* Materials provided

┌────────

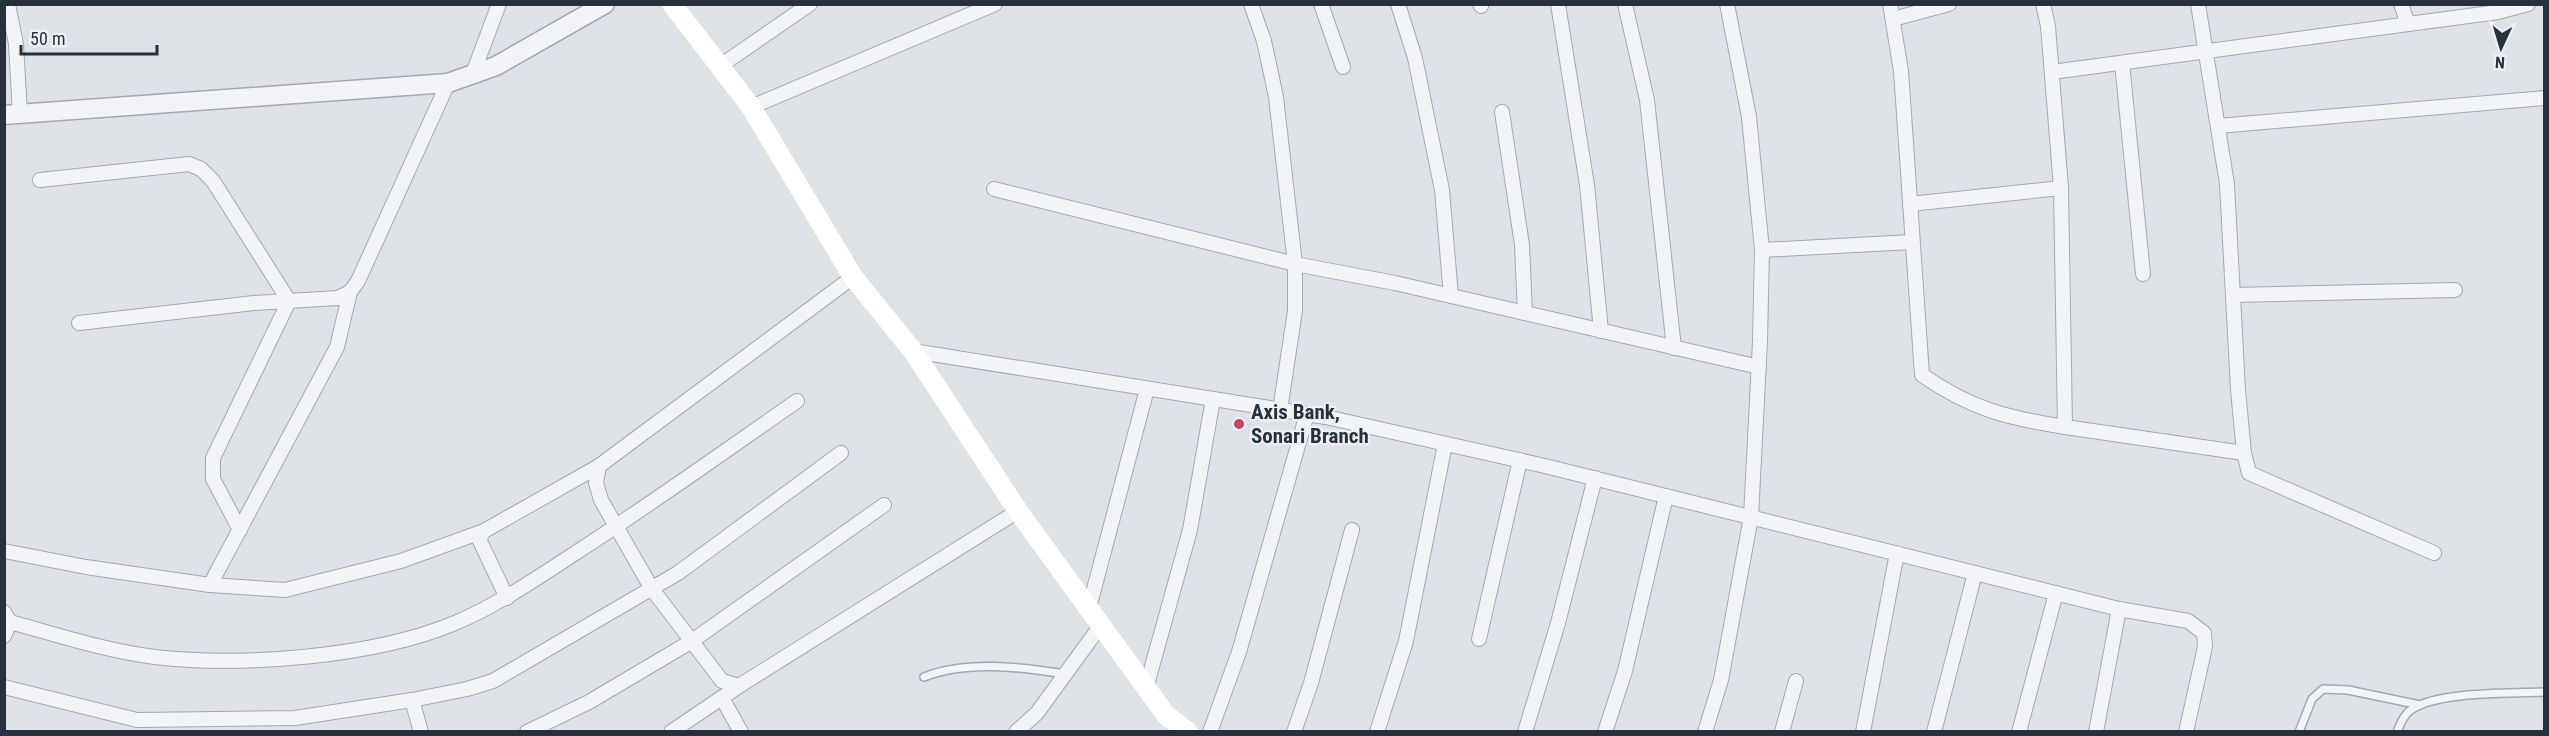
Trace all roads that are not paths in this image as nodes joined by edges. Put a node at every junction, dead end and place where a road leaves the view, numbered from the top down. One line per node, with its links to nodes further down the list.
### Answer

└────────
┌────────

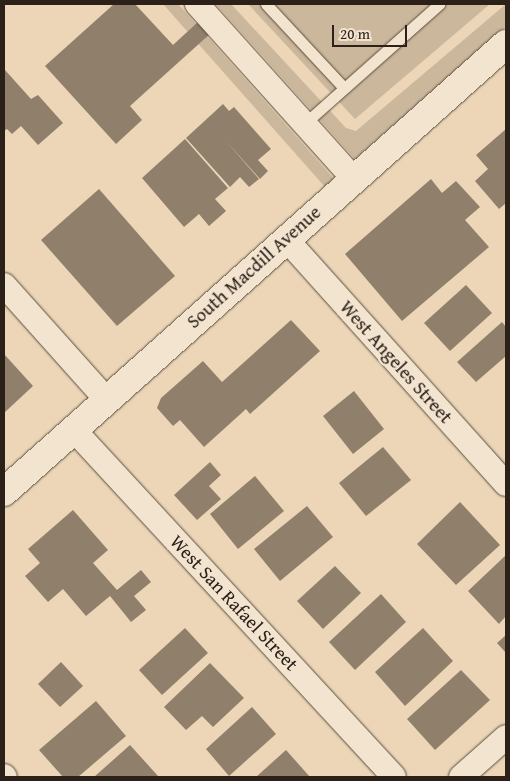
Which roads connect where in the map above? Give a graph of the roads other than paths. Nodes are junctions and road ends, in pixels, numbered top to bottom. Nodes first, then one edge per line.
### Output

└────────
┌────────

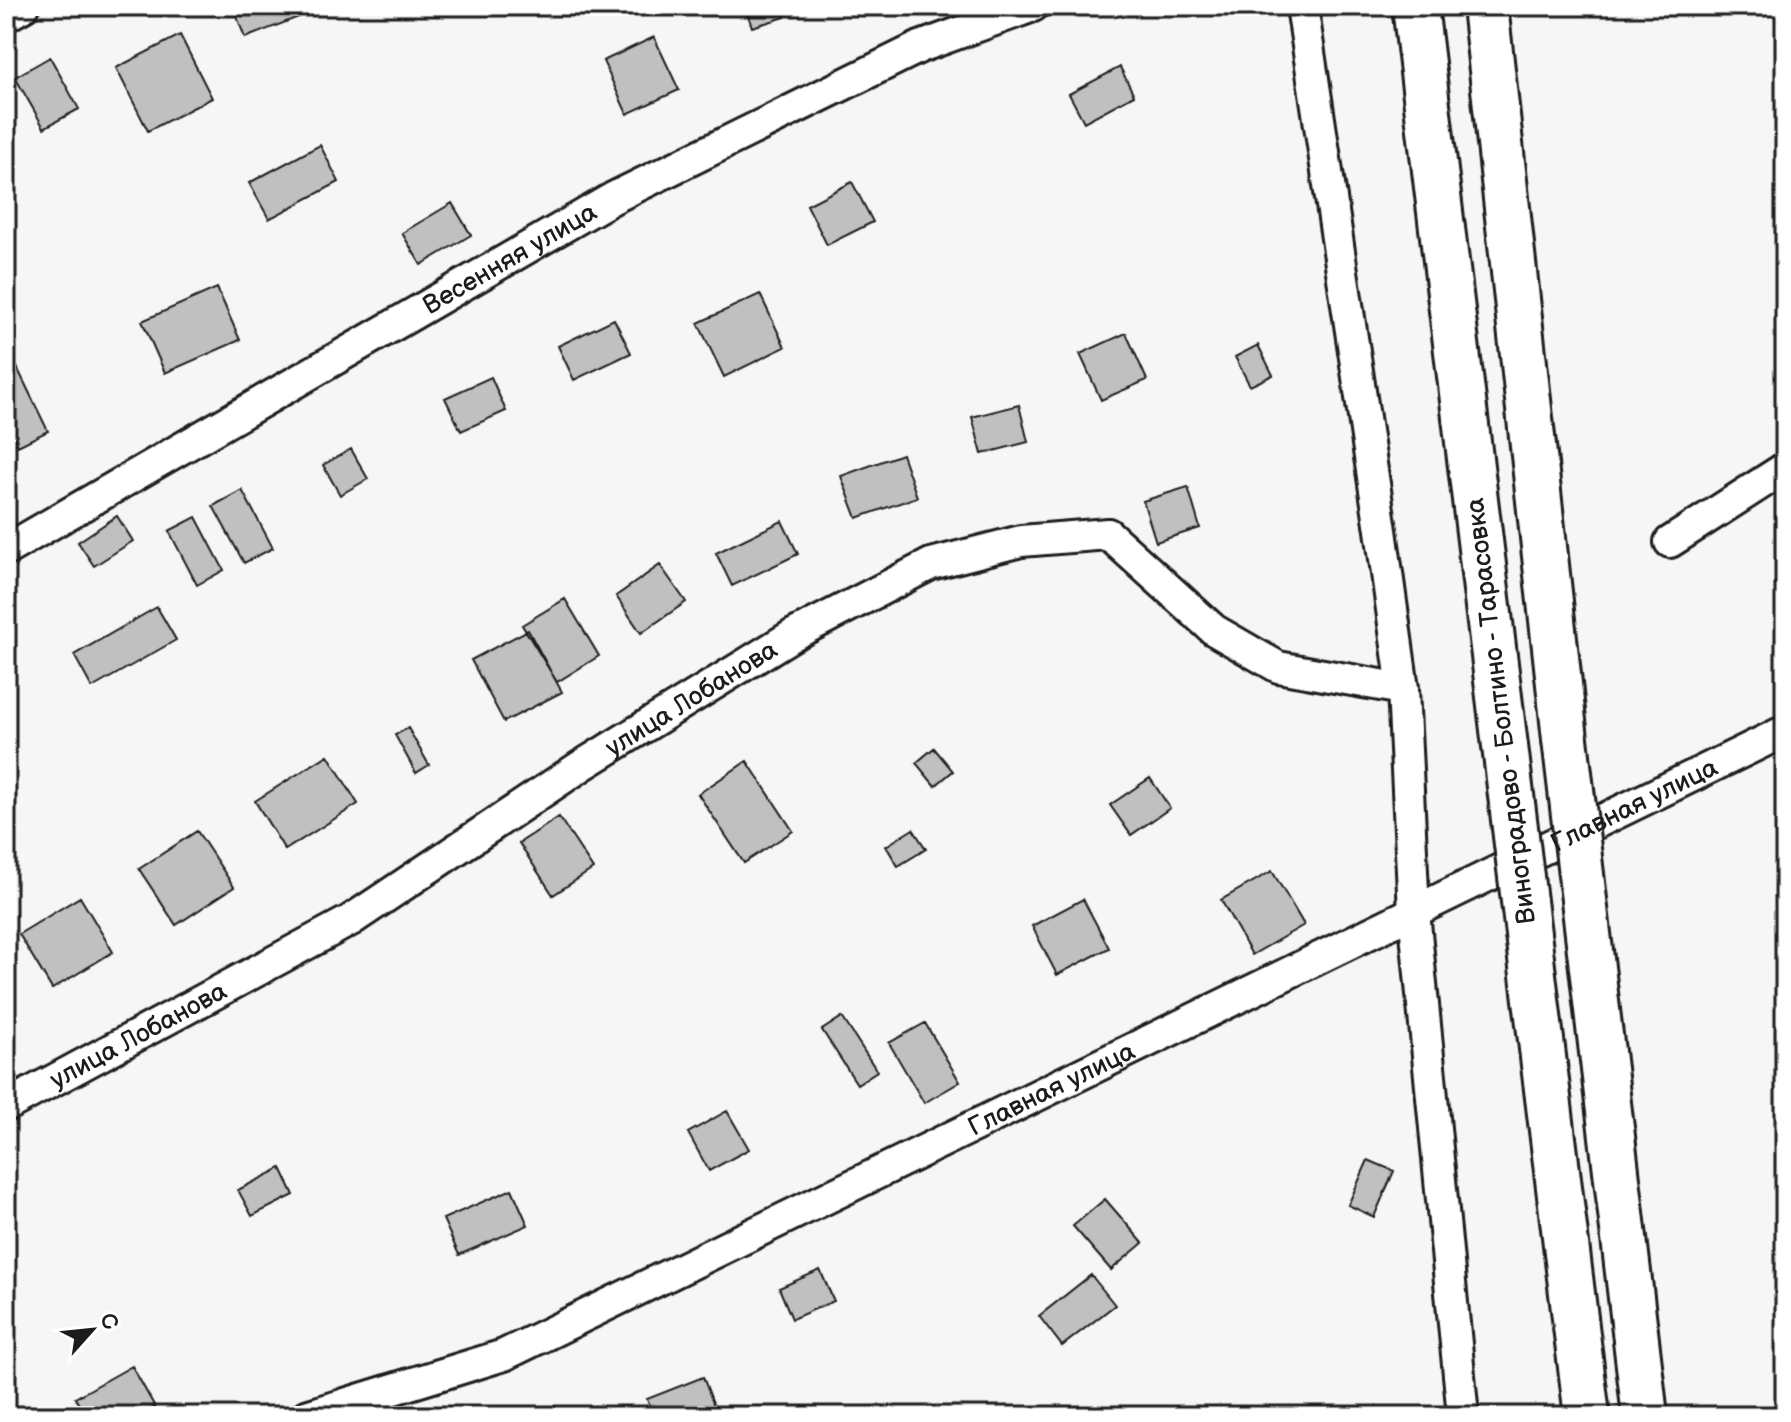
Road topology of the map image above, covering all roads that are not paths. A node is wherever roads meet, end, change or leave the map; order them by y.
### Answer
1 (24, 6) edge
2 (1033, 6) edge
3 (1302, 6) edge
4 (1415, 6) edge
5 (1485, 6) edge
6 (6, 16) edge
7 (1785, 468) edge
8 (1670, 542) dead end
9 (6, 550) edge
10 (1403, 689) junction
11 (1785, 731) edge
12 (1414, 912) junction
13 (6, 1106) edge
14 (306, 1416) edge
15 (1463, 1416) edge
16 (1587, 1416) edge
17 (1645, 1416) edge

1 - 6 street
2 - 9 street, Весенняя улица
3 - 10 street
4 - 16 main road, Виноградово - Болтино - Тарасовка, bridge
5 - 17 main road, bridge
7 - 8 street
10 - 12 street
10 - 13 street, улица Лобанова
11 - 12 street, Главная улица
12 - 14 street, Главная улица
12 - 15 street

└────────

* Exercise goal
For every line of the material that holds the word "above", make a copy.

* Reply to the task
Which roads connect where in the map above? Give a graph of the roads other than paths. Nodes are junctions and road ends, in pixels, numbered top to bottom. Nodes first, then one edge per line.
Road topology of the map image above, covering all roads that are not paths. A node is wherever roads meet, end, change or leave the map; order them by y.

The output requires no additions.